The smallest of things in my little world of Down syndrome have been bothering me lately. I’m not sure why I let it get to me because truly it’s just a matter of educating others in proper word usage when it comes to the special needs world.
So, today I thought it would be helpful to share some preferred language information from the folks at the National Down Syndrome Society.
- People “have” Down syndrome, they do not “suffer from” it and are not “afflicted by” it.
- Down syndrome is a condition or a syndrome, not a disease.
- Down vs. Down’s – NDSS uses the preferred spelling, Down syndrome, rather than Down’s syndrome. While Down syndrome is listed in many dictionaries with both popular spellings (with or without an apostrophe s), the preferred usage in the United States is Down syndrome. This is because an “apostrophe s” connotes ownership or possession.
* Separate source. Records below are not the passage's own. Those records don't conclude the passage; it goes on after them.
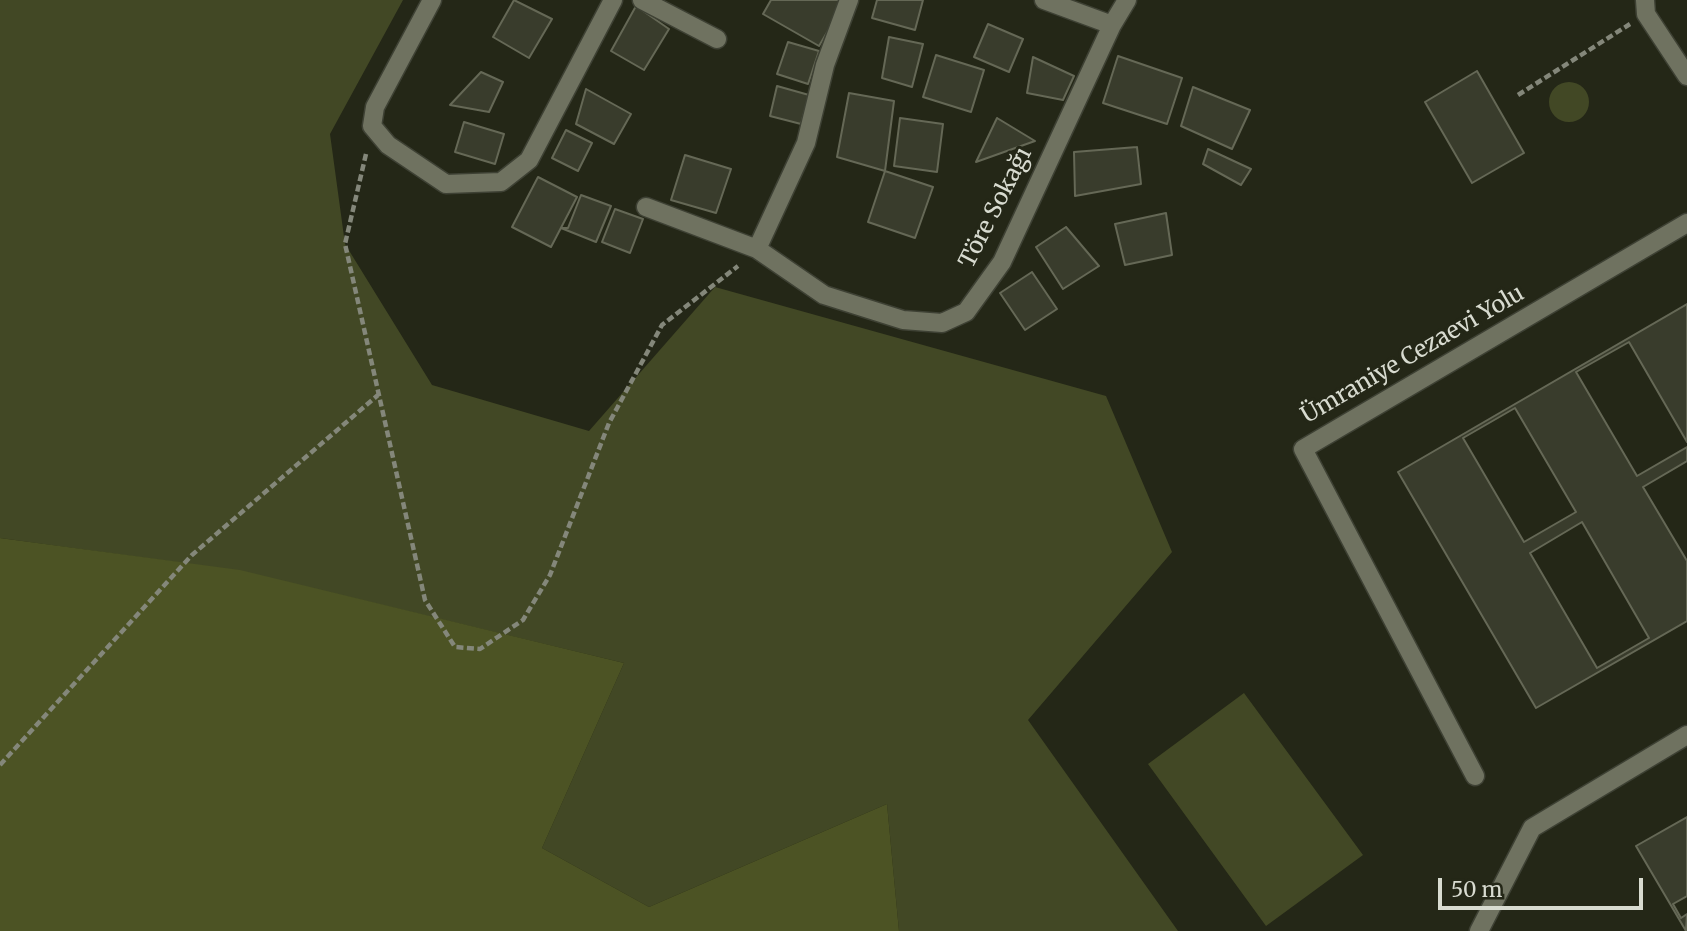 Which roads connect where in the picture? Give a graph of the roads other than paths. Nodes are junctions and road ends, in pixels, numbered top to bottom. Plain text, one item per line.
1 (432, 0) edge
2 (613, 0) edge
3 (642, 0) edge
4 (849, 0) edge
5 (1044, 0) edge
6 (1127, 0) edge
7 (1645, 7) edge
8 (1111, 25) junction
9 (718, 39) dead end
10 (1687, 76) edge
11 (646, 206) dead end
12 (1687, 223) edge
13 (757, 248) junction
14 (1687, 735) edge
15 (1475, 776) dead end
16 (1479, 931) edge

1 - 2 street
3 - 9 street
4 - 13 street
5 - 8 street
6 - 8 street, Töre Sokağı
7 - 10 street
8 - 13 street, Töre Sokağı
11 - 13 street, Töre Sokağı
12 - 15 street, Ümraniye Cezaevi Yolu
14 - 16 street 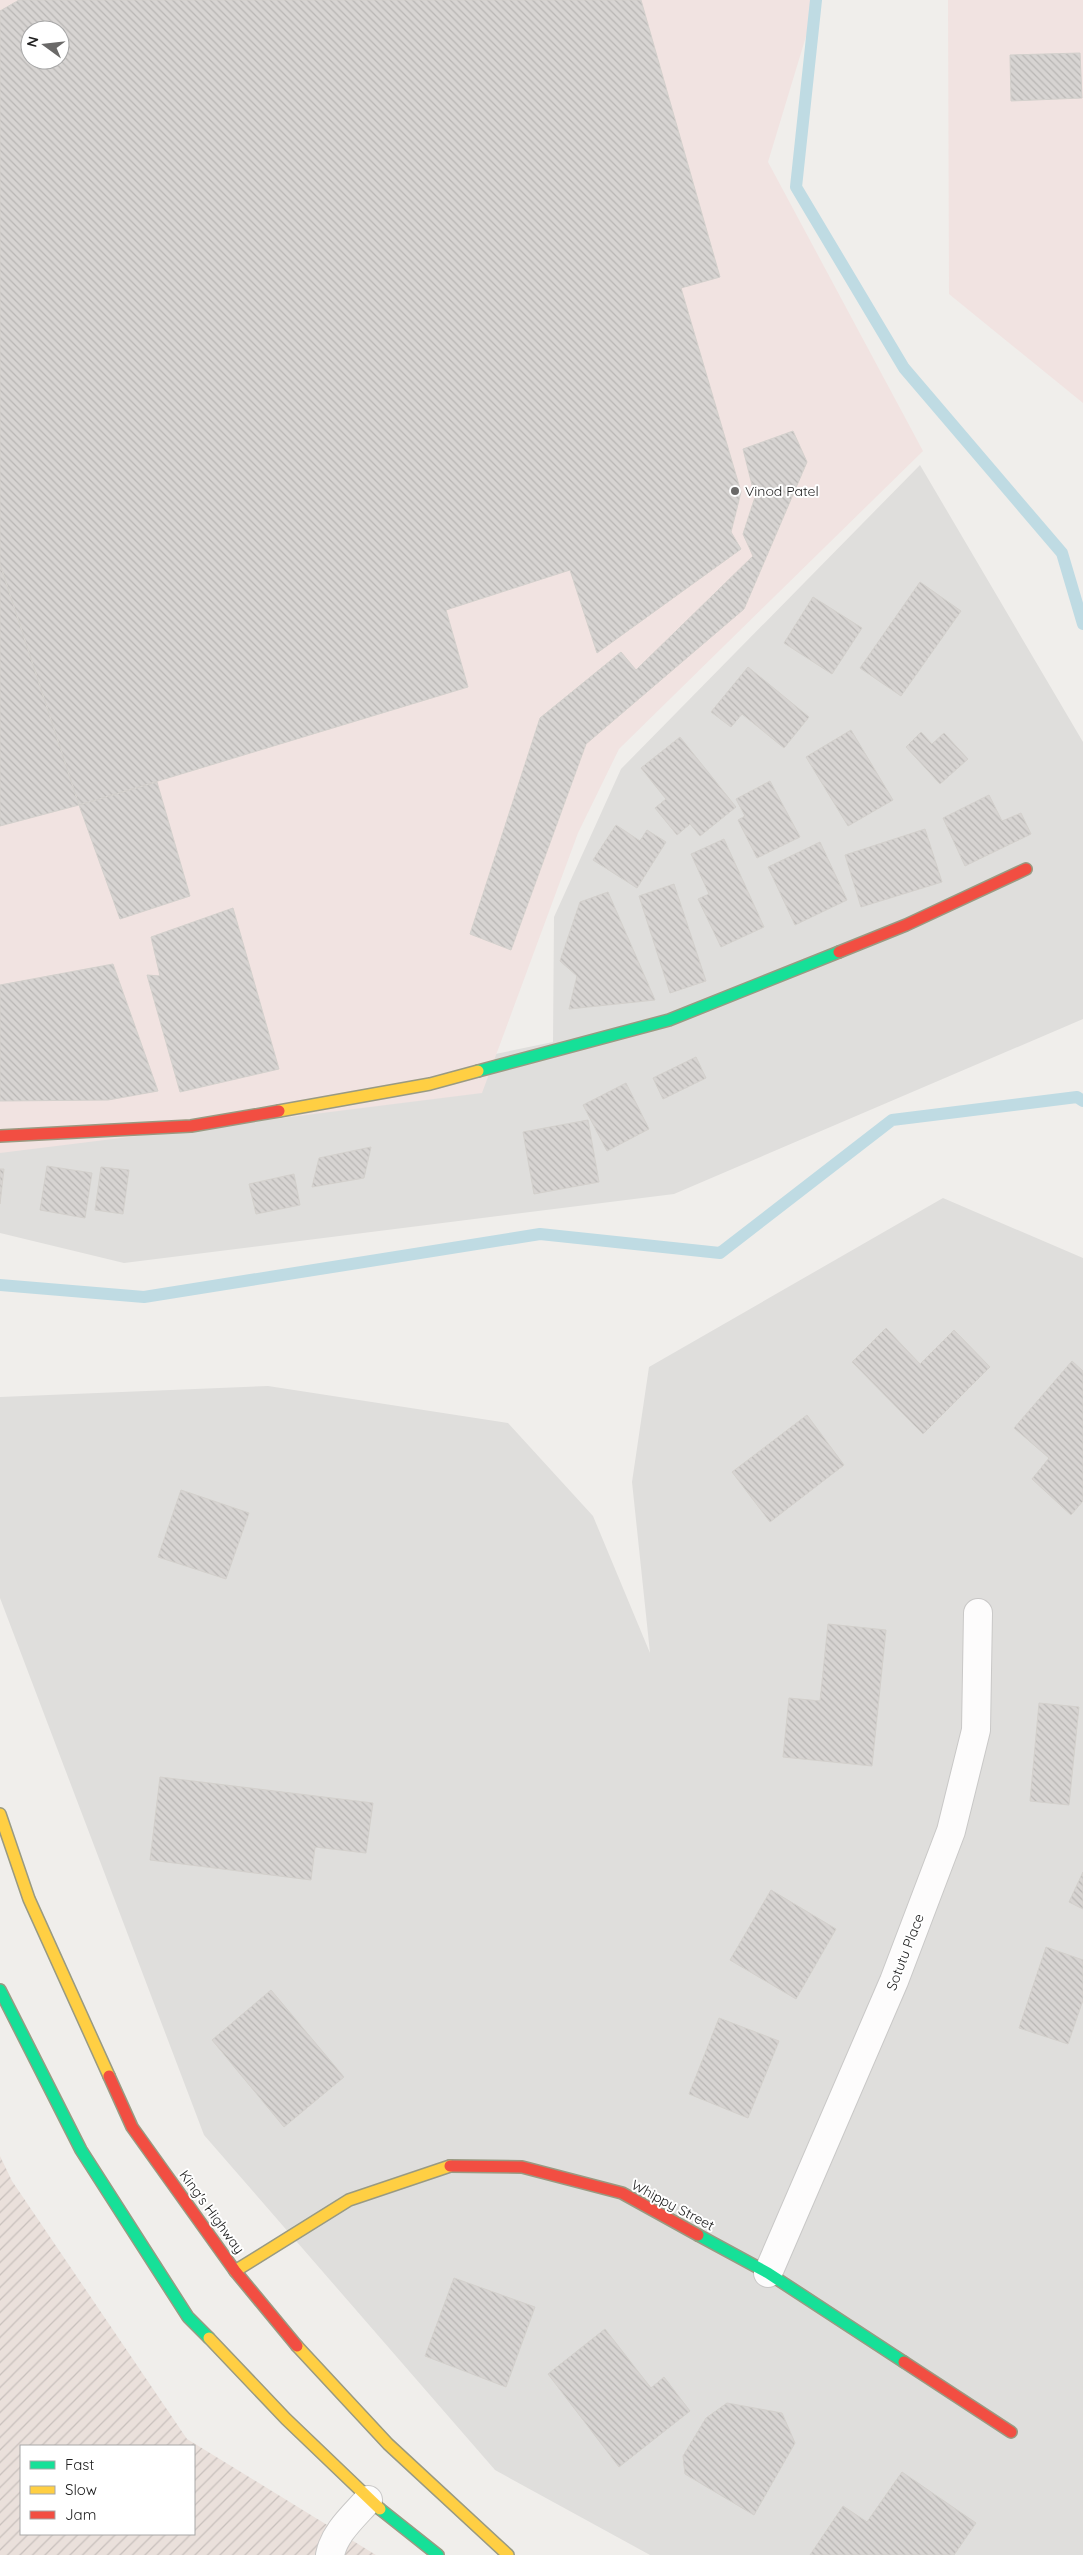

- People with Down syndrome should always be referred to as people first. Instead of “a Down syndrome child,” it should be “a child with Down syndrome.” Also avoid “Down’s child” and describing the condition as “Down’s,” as in, “He has Down’s.”
That last one is a biggie for me. I don’t feel it’s my place to correct others when they reference it incorrectly, because honestly before Molly was born – I didn’t really know the “proper” way either. But wow, this one really drives me crazy.
No matter the disability – it’s so important for those around us to be referred to as people first.
I’m certainly no expert, but I’m a mom raising a child with Down syndrome.
What questions do you have about Down syndrome?